# Assignment
Would you please copy every line below that includes the string "Keep"?

[Given entries Boundary: Start]

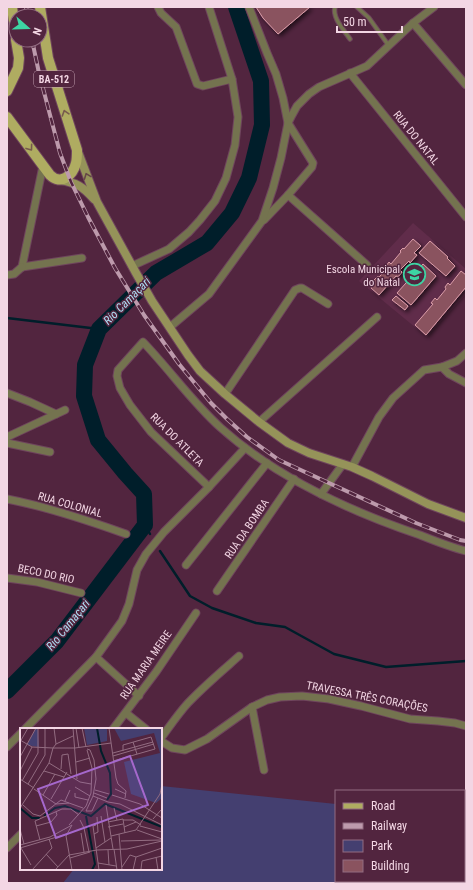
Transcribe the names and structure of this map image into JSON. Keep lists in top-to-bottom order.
{
  "streets": {
    "main road": ["BA-512"],
    "street": [
      "RUA DO NATAL",
      "RUA DO ATLETA",
      "RUA COLONIAL",
      "RUA DA BOMBA",
      "BECO DO RIO",
      "RUA MARIA MEIRE",
      "TRAVESSA TRÊS CORAÇÕES"
    ]
  },
  "water": ["Rio Camaçari"],
  "places": {
    "school or university": ["Escola Municipal do Natal"]
  },
  "legend": [
    "Road",
    "Railway",
    "Park",
    "Building"
  ],
  "scale_bar": "50 m",
  "north": "right"
}
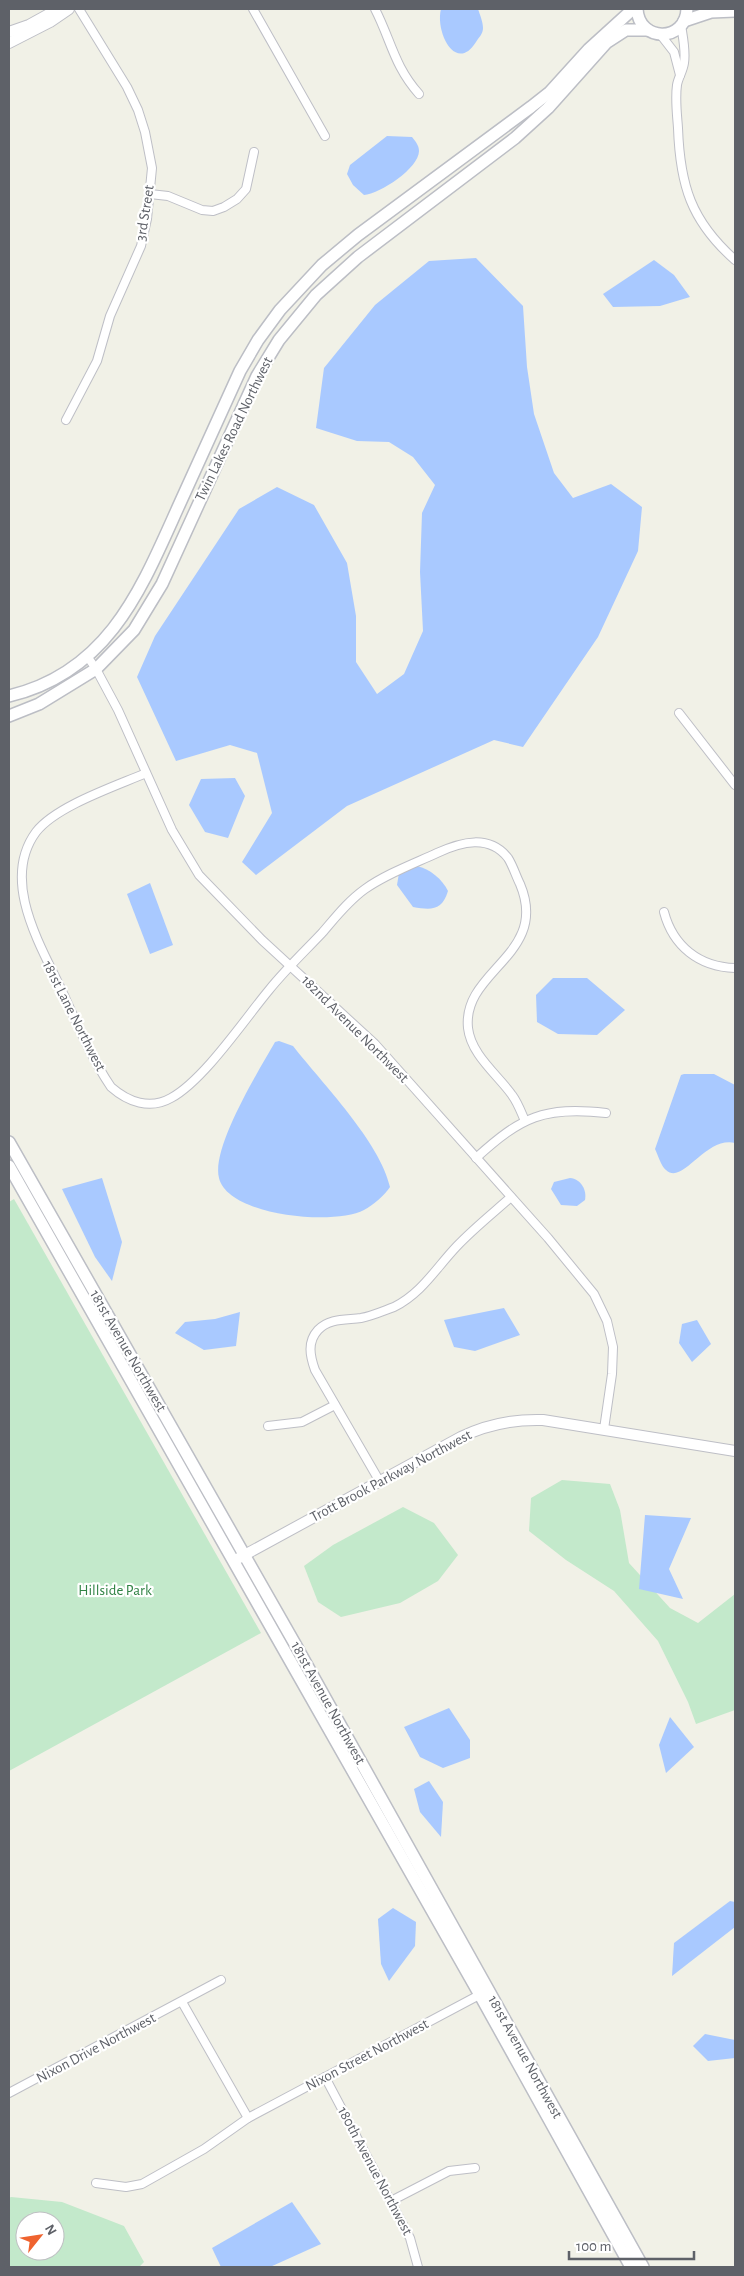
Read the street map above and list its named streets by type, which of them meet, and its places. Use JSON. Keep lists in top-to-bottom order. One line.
{"streets":{"main road":["Twin Lakes Road Northwest","181st Avenue Northwest"],"street":["3rd Street","181st Lane Northwest","182nd Avenue Northwest","Trott Brook Parkway Northwest","Nixon Drive Northwest","Nixon Street Northwest","180th Avenue Northwest"]},"crossings":[["Twin Lakes Road Northwest","182nd Avenue Northwest"],["181st Lane Northwest","182nd Avenue Northwest"],["182nd Avenue Northwest","Trott Brook Parkway Northwest"],["181st Avenue Northwest","Trott Brook Parkway Northwest"],["181st Avenue Northwest","Nixon Street Northwest"],["Nixon Street Northwest","180th Avenue Northwest"]],"parks":["Hillside Park"],"scale_bar":"100 m","north":"top right"}
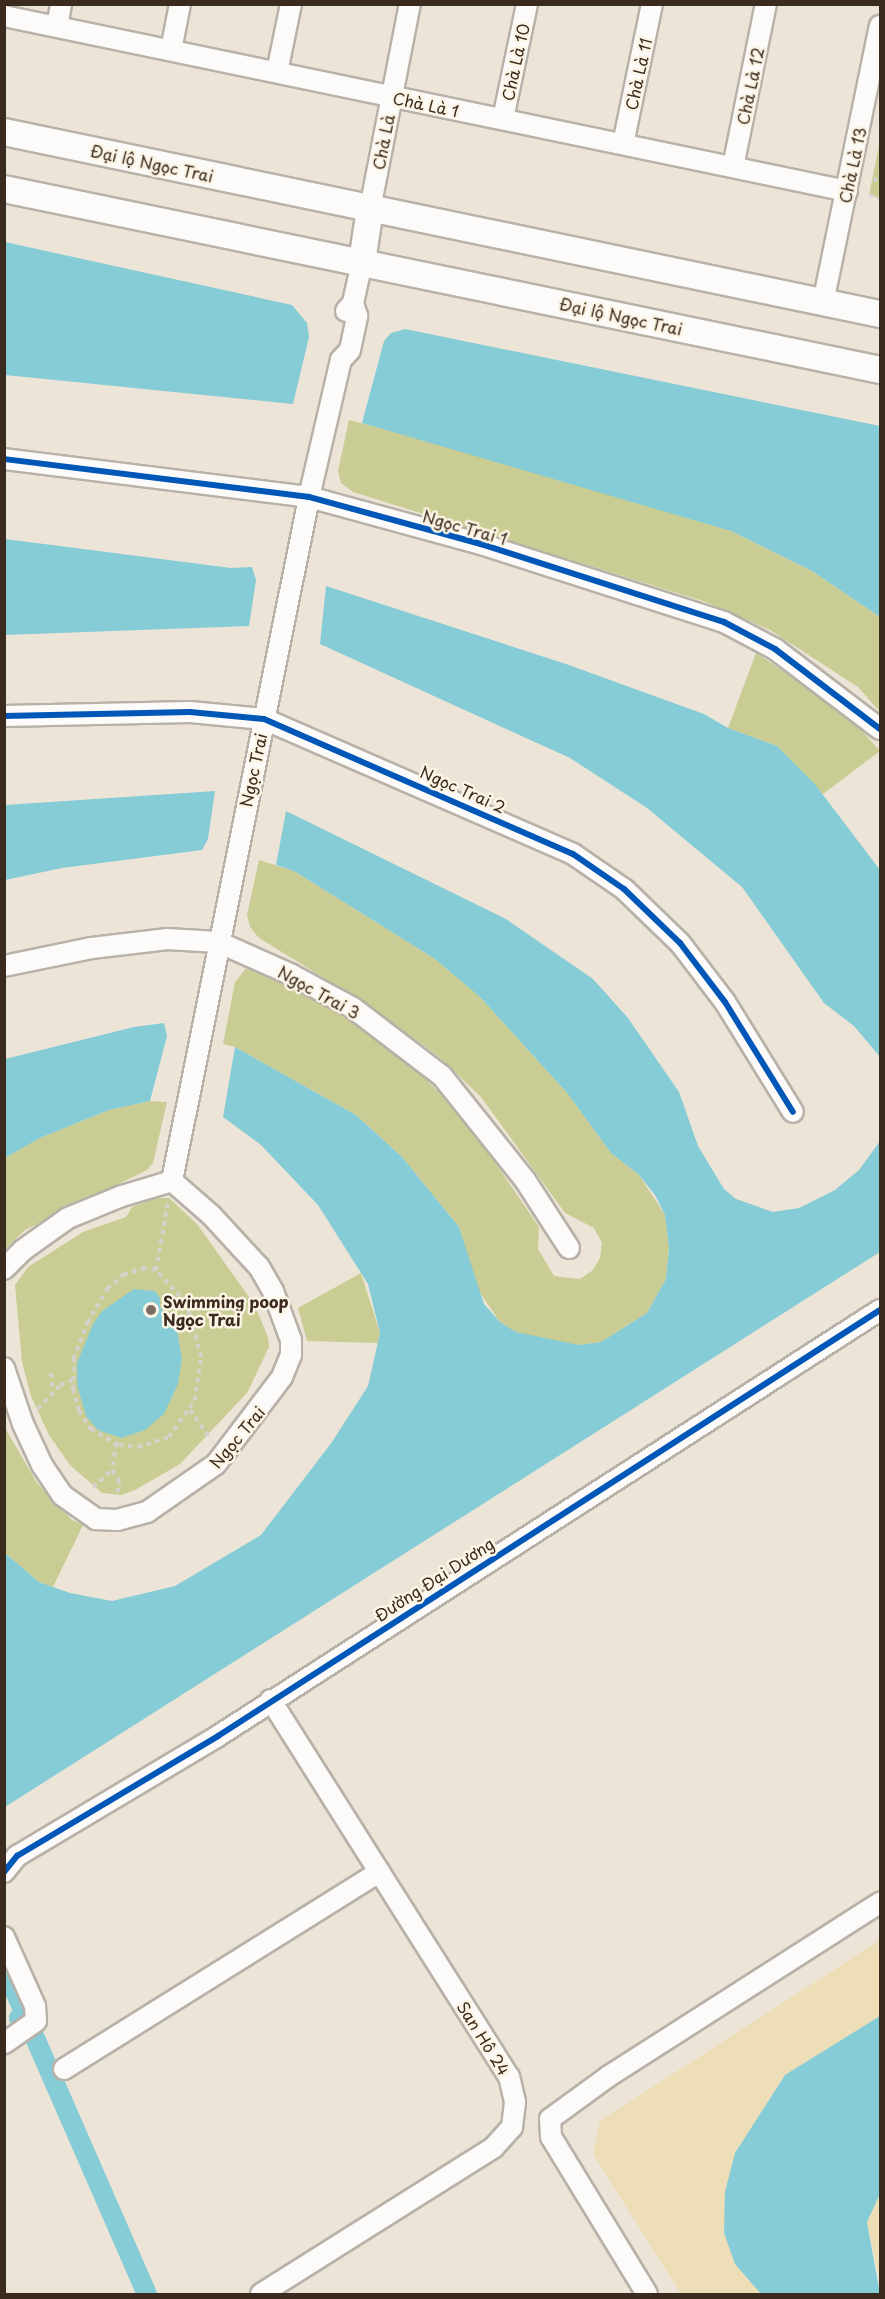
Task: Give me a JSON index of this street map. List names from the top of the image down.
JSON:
{
  "streets": {
    "main road": ["Đại lộ Ngọc Trai"],
    "street": [
      "Chà Là 10",
      "Chà Là 11",
      "Chà Là 12",
      "Chà Là 1",
      "Chà Là",
      "Chà Là 13",
      "Ngọc Trai 1",
      "Ngọc Trai",
      "Ngọc Trai 2",
      "Ngọc Trai 3",
      "Đường Đại Dương",
      "San Hô 24"
    ]
  },
  "crossings": [
    ["Chà Là 10", "Chà Là 1"],
    ["Chà Là 11", "Chà Là 1"],
    ["Chà Là 12", "Chà Là 1"],
    ["Chà Là 1", "Chà Là"],
    ["Chà Là 1", "Chà Là 13"],
    ["Chà Là", "Đại lộ Ngọc Trai"],
    ["Đại lộ Ngọc Trai", "Chà Là 13"],
    ["Đại lộ Ngọc Trai", "Ngọc Trai"],
    ["Ngọc Trai 1", "Ngọc Trai"],
    ["Ngọc Trai", "Ngọc Trai 2"],
    ["Ngọc Trai", "Ngọc Trai 3"],
    ["Đường Đại Dương", "San Hô 24"]
  ],
  "places": ["Swimming poop Ngọc Trai"]
}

[Given entries Boundary: End]

# Task result
Transcribe the names and structure of this map image into JSON. Keep lists in top-to-bottom order.
Read the street map above and list its named streets by type, which of them meet, and its places. Use JSON. Keep lists in top-to-bottom order. One line.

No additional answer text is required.